Situation:

Ihr habt das Gefühl, in eurer Gruppe herrscht allgemeine Lustlosigkeit? Wenn es etwas zu tun gibt, hat jeder eine Ausrede? Keiner hat Lust, etwas auf die Füße zustellen? Vielleicht ist momentan nicht mehr drin, aber vielleicht lässt sich dieser Zustand auch verändern.

Friedel rät:

  1. Akzeptiert, dass viele Jugendliche heute viel um die Ohren haben.
  2. Besprecht dieses Thema mit eurer Gruppe.
  3. Sammelt Ideen und macht was zusammen! Gemeinsame Visionen und Ziele sind die stärkste Motivation!
  4. Auch wenn nur wenige mitmachen, aber dabei Spaß haben, ist es ein Erfolg.

Methode Zukunftswerkstatt:

Eine gute Methode, gemeinsame Visionen und Projekte zu entwickeln, ist die Zukunftswerkstatt. Sie ist einfach durchzuführen und produziert schnell Ergebnisse.

Kritikphase – „ich finde nicht so gut, dass ….“

  1. Die Teilnehmer schreiben auf rote Kärtchen, was sie momentan an der Gruppe und den Aktivitäten nicht so gut finden. Pro Kärtchen nur ein Stichpunkt. (Ca. 5 Teilnehmer: jeder ungefähr drei rote Kärtchen – Ca. 10 Teilnehmer: jeder 1-2 rote Kärtchen)
  2. Dauer ca. 10 Minuten
  3. Die Teilnehmer stellen ihre Kärtchen kurz vor und legen ähnliche Themen nebeneinander.
  4. Gemeinsam werden die wichtigsten Themen markiert.

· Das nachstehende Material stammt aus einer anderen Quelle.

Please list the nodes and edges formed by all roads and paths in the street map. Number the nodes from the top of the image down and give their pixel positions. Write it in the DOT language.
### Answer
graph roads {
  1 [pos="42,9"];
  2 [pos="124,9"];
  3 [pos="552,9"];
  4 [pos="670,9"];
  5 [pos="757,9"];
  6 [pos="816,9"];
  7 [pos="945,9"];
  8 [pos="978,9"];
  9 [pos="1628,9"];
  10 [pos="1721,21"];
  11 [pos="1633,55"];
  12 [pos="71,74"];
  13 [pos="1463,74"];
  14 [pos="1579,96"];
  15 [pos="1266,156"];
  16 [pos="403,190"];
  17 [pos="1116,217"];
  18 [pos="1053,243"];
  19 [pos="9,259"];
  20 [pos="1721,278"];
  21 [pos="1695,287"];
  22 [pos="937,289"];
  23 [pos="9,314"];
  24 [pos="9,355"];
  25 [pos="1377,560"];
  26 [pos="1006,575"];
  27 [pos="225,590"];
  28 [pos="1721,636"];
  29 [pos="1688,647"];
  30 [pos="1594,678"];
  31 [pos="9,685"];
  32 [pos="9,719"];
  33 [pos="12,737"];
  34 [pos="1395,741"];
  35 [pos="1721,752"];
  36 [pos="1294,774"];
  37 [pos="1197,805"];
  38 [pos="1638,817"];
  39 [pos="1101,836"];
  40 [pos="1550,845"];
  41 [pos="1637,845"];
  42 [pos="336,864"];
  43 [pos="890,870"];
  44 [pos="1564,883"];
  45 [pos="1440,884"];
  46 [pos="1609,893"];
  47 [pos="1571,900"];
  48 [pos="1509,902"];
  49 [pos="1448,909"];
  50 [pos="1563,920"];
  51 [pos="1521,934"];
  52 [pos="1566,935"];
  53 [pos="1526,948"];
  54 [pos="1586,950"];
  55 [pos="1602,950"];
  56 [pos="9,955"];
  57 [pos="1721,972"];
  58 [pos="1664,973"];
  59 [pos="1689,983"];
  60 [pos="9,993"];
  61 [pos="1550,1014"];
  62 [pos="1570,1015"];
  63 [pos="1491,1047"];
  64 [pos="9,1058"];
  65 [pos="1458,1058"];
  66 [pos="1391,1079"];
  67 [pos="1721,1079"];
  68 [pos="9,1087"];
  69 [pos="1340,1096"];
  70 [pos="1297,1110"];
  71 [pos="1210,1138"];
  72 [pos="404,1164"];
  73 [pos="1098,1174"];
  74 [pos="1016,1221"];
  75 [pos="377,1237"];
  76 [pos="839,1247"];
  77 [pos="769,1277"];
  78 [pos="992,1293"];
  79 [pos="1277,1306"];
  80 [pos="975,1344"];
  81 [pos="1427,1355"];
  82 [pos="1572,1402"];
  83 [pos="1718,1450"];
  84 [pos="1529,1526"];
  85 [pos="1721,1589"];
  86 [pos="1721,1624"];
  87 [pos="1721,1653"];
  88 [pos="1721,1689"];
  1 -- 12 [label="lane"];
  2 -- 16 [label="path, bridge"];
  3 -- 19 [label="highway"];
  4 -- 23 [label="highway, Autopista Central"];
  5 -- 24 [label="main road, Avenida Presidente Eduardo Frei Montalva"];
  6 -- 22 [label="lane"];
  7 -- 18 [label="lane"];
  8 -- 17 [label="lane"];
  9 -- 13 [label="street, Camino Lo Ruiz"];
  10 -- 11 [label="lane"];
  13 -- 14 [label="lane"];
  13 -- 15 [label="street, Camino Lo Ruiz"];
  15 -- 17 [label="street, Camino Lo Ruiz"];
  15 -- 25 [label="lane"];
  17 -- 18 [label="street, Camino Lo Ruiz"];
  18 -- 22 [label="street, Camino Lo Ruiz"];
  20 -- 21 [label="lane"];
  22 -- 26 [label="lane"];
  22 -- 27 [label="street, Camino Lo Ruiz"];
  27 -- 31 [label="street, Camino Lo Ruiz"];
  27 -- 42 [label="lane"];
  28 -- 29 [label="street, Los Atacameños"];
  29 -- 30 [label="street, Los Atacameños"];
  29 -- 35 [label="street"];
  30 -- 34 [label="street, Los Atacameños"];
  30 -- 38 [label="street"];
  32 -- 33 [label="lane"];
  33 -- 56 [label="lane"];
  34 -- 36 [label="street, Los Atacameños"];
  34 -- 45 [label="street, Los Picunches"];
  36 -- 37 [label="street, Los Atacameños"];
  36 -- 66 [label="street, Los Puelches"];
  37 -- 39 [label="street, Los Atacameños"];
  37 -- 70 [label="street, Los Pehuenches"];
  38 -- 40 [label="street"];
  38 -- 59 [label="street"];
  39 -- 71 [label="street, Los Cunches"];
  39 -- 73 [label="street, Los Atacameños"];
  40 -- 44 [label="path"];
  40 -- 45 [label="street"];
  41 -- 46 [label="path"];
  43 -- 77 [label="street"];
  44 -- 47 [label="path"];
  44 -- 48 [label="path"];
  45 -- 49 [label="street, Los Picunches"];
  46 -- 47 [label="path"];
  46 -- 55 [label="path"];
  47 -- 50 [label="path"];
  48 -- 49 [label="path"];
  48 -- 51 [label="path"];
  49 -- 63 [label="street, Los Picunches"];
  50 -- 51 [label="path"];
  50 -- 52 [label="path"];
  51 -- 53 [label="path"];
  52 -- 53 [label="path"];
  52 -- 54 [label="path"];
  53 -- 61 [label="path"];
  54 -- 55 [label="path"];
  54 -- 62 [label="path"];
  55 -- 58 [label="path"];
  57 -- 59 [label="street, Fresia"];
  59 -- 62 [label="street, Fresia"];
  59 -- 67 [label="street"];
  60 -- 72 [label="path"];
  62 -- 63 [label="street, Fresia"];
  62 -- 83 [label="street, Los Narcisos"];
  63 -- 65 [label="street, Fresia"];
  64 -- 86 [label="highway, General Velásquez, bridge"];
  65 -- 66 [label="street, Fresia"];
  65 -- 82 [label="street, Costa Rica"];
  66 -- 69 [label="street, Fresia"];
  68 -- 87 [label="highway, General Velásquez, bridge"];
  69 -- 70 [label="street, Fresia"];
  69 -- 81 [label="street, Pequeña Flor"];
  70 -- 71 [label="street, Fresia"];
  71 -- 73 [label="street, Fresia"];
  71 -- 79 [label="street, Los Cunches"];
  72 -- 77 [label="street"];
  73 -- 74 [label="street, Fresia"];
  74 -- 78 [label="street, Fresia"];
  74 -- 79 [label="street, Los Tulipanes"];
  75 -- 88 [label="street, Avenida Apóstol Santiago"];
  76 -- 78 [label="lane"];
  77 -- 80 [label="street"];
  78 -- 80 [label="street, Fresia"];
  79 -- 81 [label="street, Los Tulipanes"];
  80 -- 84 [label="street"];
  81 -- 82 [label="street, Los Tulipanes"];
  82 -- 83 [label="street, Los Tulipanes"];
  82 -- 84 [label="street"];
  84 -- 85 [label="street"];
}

Phantasiephase – der Phantasie freien Lauf lassen

  1. Bildet Arbeitsgruppen mit ca. 3-4 Teilnehmern zu jeweils einem der wichtigsten Themen aus der Kritikphase
  2. Die Arbeitsgruppen sammeln jeweils auf einem Plakat Ideen wie das Thema verbessert oder das Problem gelöst werden kann.
  3. Entscheidend dabei ist, dass der Phantasie keine Grenzen gesetzt werden. Ideen dürfen nicht sofort schlecht geredet werden. Dauer: ca. 20 Minuten

Realisierungsphase – Auswahl und Umsetzung der besten Ideen

  1. Jede Arbeitsgruppe wählt aus ihren Ideen die drei besten aus und stellt sie im Plenum vor
  2. Jeder Teilnehmer vergibt drei Punkte auf die vorgestellten Ideen. Häufeln verboten.
  3. Anschließend wird über die Umsetzung der Ideen mit den meisten Punkten gesprochen.
  4. Dabei gilt: eins nach dem anderen und nicht zu viel auf einmal vornehmen.
  5. Evtl. ist das Aufstellen eines Projektplans hilfreich:

Wann?

Was?

Wer?

Methode Standogramm – Diskussion zu Thesen über Motivation

Ihr wollt die Motivation in eurer Gruppe oder eurem Vorstand zum Thema machen? Dann bietet sich folgende Gesprächsmethode an:

Aus der Unternehmensberatung in der freien Wirtschaft stammen die 5 Thesen zur Motivation von Mitarbeitern:

  • Die Leiter sind Vorbild: Wie es in den Wald hineinruft, so hallt es zurück!
  • Von der Gehirnforschung nachgewiesen: Lob ist die Droge für Mitarbeiter
  • Die Erfahrung zeigt: Gemeinsame, innovative Visionen sind die stärkste Motivation
  • Wenn Ämter oder Aufgaben übertragen werden: Vertrauen ist gut, Kontrolle ist schlechter
  • Leiter und Mitarbeiter: Mit einander reden, reden, reden und aufmerksam zuhören

Ablauf:

Nacheinander werden die auf ein Plakat geschriebenen Thesen in die Mitte gelegt. Kurze Erläuterung und Nachfragen dazu. Die Teilnehmer stellen sich je nach ihrer Zustimmung oder Ablehnung zur jeweiligen These näher oder weiter weg zu dem Plakat. Anschließend begründen die Teilnehmer ihren Standpunkt. Daran schließt sich eine kurze Diskussion an, bevor die nächste These in die Mitte gelegt wird.

Fragen an die Teilnehmer

  • Wo kommen die Inhalte dieser Thesen in unserer ELJ vor?
  • Wo liegen Chancen und Schwierigkeiten dabei?
  • Wie können wir die Thesen bei uns umsetzen?